Work item: In the entries below, identify every line with the string "edge" and copy it.

Task material START

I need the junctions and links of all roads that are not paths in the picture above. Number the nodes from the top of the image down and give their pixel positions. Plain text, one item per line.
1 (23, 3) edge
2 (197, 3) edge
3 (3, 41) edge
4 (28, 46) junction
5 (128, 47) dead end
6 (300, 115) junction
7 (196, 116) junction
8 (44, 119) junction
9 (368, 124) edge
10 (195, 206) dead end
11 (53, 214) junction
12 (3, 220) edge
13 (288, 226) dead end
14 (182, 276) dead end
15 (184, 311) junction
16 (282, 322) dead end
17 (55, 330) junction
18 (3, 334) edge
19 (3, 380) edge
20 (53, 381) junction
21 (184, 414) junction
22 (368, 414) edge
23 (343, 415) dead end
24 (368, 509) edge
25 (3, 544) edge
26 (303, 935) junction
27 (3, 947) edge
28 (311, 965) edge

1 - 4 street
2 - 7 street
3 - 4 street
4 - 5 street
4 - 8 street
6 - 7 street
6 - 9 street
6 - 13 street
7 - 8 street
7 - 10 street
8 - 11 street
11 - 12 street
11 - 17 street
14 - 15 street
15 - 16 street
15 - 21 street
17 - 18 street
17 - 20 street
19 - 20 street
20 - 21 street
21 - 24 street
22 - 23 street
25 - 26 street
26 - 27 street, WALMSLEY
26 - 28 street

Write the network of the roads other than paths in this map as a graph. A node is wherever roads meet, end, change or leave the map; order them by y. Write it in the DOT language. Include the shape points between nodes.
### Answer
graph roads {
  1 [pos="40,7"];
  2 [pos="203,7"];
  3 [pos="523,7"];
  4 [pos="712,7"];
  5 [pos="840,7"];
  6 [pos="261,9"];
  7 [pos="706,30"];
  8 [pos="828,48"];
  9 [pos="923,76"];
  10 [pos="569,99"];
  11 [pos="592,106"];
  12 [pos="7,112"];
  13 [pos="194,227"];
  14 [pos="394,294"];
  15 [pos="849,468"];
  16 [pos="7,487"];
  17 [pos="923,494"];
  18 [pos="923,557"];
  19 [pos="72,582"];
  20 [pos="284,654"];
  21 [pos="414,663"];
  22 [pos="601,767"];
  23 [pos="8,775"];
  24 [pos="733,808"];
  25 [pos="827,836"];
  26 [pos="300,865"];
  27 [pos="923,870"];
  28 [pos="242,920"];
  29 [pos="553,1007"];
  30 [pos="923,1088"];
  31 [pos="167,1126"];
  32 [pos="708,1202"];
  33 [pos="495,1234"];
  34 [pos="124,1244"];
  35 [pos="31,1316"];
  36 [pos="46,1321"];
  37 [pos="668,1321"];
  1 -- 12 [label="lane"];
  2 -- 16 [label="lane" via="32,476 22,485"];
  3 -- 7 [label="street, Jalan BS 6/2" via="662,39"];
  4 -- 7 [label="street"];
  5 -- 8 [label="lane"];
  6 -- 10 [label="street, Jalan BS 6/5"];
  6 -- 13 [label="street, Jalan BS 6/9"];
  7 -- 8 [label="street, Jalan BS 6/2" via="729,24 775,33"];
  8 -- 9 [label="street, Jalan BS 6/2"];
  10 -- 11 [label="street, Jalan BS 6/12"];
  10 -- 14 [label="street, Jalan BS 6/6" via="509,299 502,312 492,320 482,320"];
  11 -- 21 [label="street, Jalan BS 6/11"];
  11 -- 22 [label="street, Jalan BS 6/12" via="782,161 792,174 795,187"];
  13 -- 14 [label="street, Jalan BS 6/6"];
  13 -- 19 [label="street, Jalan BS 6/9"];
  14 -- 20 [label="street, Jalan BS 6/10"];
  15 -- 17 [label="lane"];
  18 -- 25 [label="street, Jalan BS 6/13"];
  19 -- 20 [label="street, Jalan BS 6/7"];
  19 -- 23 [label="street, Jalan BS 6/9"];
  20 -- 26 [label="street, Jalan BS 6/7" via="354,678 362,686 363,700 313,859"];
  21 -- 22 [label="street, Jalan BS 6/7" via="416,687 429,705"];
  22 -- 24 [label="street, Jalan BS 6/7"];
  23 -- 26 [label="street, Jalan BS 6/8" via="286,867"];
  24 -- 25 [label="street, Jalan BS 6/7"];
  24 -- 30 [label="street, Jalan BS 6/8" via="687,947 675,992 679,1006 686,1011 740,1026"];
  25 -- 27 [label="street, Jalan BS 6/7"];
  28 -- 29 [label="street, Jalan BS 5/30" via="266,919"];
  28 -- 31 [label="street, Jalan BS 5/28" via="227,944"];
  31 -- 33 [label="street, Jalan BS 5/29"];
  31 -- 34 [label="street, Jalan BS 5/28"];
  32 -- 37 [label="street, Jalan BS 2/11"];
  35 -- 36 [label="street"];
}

Task material END

Output of the exercise:
1 (23, 3) edge
2 (197, 3) edge
3 (3, 41) edge
9 (368, 124) edge
12 (3, 220) edge
18 (3, 334) edge
19 (3, 380) edge
22 (368, 414) edge
24 (368, 509) edge
25 (3, 544) edge
27 (3, 947) edge
28 (311, 965) edge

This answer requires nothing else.